> [Required work]:
Every entry below should be returned exactly as it appears, with pictures left out.

> [Records for the task]:
- Opening Delimiter -
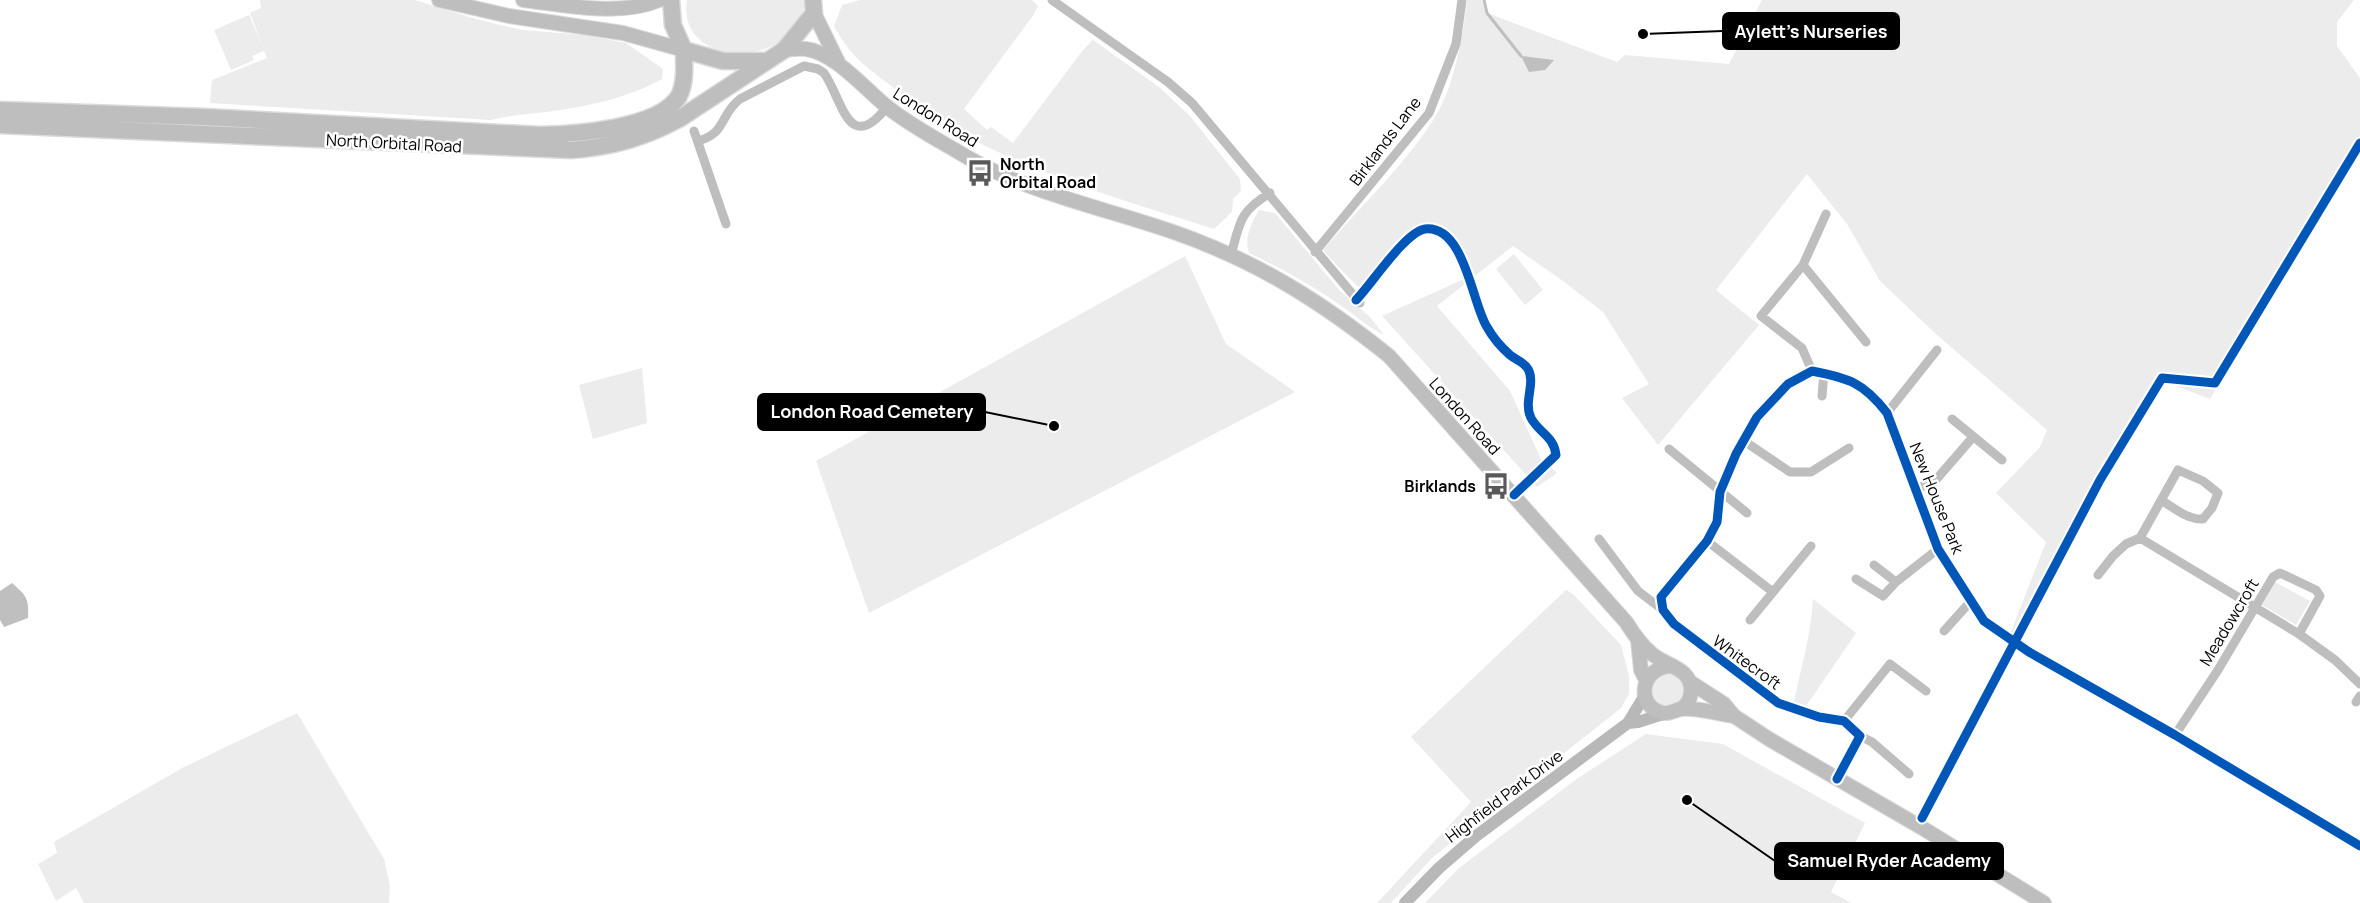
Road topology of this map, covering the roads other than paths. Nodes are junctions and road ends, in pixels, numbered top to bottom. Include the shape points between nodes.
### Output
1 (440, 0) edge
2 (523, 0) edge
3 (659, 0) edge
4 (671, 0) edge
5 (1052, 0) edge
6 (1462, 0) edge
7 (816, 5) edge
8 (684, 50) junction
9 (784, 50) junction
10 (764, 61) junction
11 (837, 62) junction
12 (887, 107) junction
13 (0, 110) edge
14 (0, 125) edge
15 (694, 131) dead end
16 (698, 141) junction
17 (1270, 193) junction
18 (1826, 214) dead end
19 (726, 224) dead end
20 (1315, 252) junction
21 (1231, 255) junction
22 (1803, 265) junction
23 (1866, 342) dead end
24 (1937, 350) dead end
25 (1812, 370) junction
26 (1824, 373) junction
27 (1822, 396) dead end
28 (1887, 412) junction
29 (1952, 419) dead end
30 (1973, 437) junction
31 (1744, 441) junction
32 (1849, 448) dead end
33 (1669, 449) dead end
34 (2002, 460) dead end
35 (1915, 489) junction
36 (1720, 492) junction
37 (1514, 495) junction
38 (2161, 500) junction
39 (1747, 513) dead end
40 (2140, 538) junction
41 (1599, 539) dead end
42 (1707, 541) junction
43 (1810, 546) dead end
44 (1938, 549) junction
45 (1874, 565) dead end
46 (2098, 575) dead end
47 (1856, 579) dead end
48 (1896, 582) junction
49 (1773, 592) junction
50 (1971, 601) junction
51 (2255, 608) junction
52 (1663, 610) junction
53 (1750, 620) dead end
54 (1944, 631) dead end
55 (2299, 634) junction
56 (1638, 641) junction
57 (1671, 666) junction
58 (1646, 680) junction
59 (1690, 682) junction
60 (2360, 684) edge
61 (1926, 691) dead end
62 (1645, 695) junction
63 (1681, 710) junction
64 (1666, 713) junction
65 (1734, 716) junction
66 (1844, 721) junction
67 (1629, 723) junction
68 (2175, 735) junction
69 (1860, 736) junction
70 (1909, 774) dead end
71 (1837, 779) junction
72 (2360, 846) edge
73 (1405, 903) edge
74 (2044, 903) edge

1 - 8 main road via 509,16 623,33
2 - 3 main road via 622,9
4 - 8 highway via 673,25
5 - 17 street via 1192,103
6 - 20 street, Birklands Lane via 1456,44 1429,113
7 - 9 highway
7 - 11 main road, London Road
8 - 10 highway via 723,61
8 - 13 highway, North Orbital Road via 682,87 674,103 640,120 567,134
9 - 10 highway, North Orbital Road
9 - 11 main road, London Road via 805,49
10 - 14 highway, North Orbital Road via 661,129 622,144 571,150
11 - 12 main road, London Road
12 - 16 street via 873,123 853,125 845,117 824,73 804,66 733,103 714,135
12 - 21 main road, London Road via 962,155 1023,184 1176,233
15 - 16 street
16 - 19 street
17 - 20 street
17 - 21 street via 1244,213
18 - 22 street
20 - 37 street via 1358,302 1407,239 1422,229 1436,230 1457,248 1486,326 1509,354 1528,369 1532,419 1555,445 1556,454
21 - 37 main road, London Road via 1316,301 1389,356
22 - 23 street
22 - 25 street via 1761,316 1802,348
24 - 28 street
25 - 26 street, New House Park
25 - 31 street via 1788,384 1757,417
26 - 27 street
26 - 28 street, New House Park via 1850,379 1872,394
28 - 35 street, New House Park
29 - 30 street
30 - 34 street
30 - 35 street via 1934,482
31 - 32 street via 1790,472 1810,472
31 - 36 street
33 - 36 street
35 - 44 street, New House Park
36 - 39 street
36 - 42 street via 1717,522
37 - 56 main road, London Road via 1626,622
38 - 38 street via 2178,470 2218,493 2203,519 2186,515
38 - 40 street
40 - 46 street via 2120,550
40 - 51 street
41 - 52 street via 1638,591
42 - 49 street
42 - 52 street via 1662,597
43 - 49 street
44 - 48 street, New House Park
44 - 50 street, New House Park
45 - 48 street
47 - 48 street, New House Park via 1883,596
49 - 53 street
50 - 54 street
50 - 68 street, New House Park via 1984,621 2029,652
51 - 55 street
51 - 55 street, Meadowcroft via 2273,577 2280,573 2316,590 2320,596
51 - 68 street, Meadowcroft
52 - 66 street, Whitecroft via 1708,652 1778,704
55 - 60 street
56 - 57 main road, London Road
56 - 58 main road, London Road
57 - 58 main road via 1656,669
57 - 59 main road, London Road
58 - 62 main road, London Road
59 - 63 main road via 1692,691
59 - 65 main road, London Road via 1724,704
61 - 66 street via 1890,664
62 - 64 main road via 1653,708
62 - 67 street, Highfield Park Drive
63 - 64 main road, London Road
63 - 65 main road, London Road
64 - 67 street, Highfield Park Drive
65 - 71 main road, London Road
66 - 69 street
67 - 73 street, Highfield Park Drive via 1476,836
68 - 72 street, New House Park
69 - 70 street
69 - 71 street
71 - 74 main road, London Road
- Closing Delimiter -
> [Solution]:
Road topology of this map, covering the roads other than paths. Nodes are junctions and road ends, in pixels, numbered top to bottom. Include the shape points between nodes.
### Output
1 (440, 0) edge
2 (523, 0) edge
3 (659, 0) edge
4 (671, 0) edge
5 (1052, 0) edge
6 (1462, 0) edge
7 (816, 5) edge
8 (684, 50) junction
9 (784, 50) junction
10 (764, 61) junction
11 (837, 62) junction
12 (887, 107) junction
13 (0, 110) edge
14 (0, 125) edge
15 (694, 131) dead end
16 (698, 141) junction
17 (1270, 193) junction
18 (1826, 214) dead end
19 (726, 224) dead end
20 (1315, 252) junction
21 (1231, 255) junction
22 (1803, 265) junction
23 (1866, 342) dead end
24 (1937, 350) dead end
25 (1812, 370) junction
26 (1824, 373) junction
27 (1822, 396) dead end
28 (1887, 412) junction
29 (1952, 419) dead end
30 (1973, 437) junction
31 (1744, 441) junction
32 (1849, 448) dead end
33 (1669, 449) dead end
34 (2002, 460) dead end
35 (1915, 489) junction
36 (1720, 492) junction
37 (1514, 495) junction
38 (2161, 500) junction
39 (1747, 513) dead end
40 (2140, 538) junction
41 (1599, 539) dead end
42 (1707, 541) junction
43 (1810, 546) dead end
44 (1938, 549) junction
45 (1874, 565) dead end
46 (2098, 575) dead end
47 (1856, 579) dead end
48 (1896, 582) junction
49 (1773, 592) junction
50 (1971, 601) junction
51 (2255, 608) junction
52 (1663, 610) junction
53 (1750, 620) dead end
54 (1944, 631) dead end
55 (2299, 634) junction
56 (1638, 641) junction
57 (1671, 666) junction
58 (1646, 680) junction
59 (1690, 682) junction
60 (2360, 684) edge
61 (1926, 691) dead end
62 (1645, 695) junction
63 (1681, 710) junction
64 (1666, 713) junction
65 (1734, 716) junction
66 (1844, 721) junction
67 (1629, 723) junction
68 (2175, 735) junction
69 (1860, 736) junction
70 (1909, 774) dead end
71 (1837, 779) junction
72 (2360, 846) edge
73 (1405, 903) edge
74 (2044, 903) edge

1 - 8 main road via 509,16 623,33
2 - 3 main road via 622,9
4 - 8 highway via 673,25
5 - 17 street via 1192,103
6 - 20 street, Birklands Lane via 1456,44 1429,113
7 - 9 highway
7 - 11 main road, London Road
8 - 10 highway via 723,61
8 - 13 highway, North Orbital Road via 682,87 674,103 640,120 567,134
9 - 10 highway, North Orbital Road
9 - 11 main road, London Road via 805,49
10 - 14 highway, North Orbital Road via 661,129 622,144 571,150
11 - 12 main road, London Road
12 - 16 street via 873,123 853,125 845,117 824,73 804,66 733,103 714,135
12 - 21 main road, London Road via 962,155 1023,184 1176,233
15 - 16 street
16 - 19 street
17 - 20 street
17 - 21 street via 1244,213
18 - 22 street
20 - 37 street via 1358,302 1407,239 1422,229 1436,230 1457,248 1486,326 1509,354 1528,369 1532,419 1555,445 1556,454
21 - 37 main road, London Road via 1316,301 1389,356
22 - 23 street
22 - 25 street via 1761,316 1802,348
24 - 28 street
25 - 26 street, New House Park
25 - 31 street via 1788,384 1757,417
26 - 27 street
26 - 28 street, New House Park via 1850,379 1872,394
28 - 35 street, New House Park
29 - 30 street
30 - 34 street
30 - 35 street via 1934,482
31 - 32 street via 1790,472 1810,472
31 - 36 street
33 - 36 street
35 - 44 street, New House Park
36 - 39 street
36 - 42 street via 1717,522
37 - 56 main road, London Road via 1626,622
38 - 38 street via 2178,470 2218,493 2203,519 2186,515
38 - 40 street
40 - 46 street via 2120,550
40 - 51 street
41 - 52 street via 1638,591
42 - 49 street
42 - 52 street via 1662,597
43 - 49 street
44 - 48 street, New House Park
44 - 50 street, New House Park
45 - 48 street
47 - 48 street, New House Park via 1883,596
49 - 53 street
50 - 54 street
50 - 68 street, New House Park via 1984,621 2029,652
51 - 55 street
51 - 55 street, Meadowcroft via 2273,577 2280,573 2316,590 2320,596
51 - 68 street, Meadowcroft
52 - 66 street, Whitecroft via 1708,652 1778,704
55 - 60 street
56 - 57 main road, London Road
56 - 58 main road, London Road
57 - 58 main road via 1656,669
57 - 59 main road, London Road
58 - 62 main road, London Road
59 - 63 main road via 1692,691
59 - 65 main road, London Road via 1724,704
61 - 66 street via 1890,664
62 - 64 main road via 1653,708
62 - 67 street, Highfield Park Drive
63 - 64 main road, London Road
63 - 65 main road, London Road
64 - 67 street, Highfield Park Drive
65 - 71 main road, London Road
66 - 69 street
67 - 73 street, Highfield Park Drive via 1476,836
68 - 72 street, New House Park
69 - 70 street
69 - 71 street
71 - 74 main road, London Road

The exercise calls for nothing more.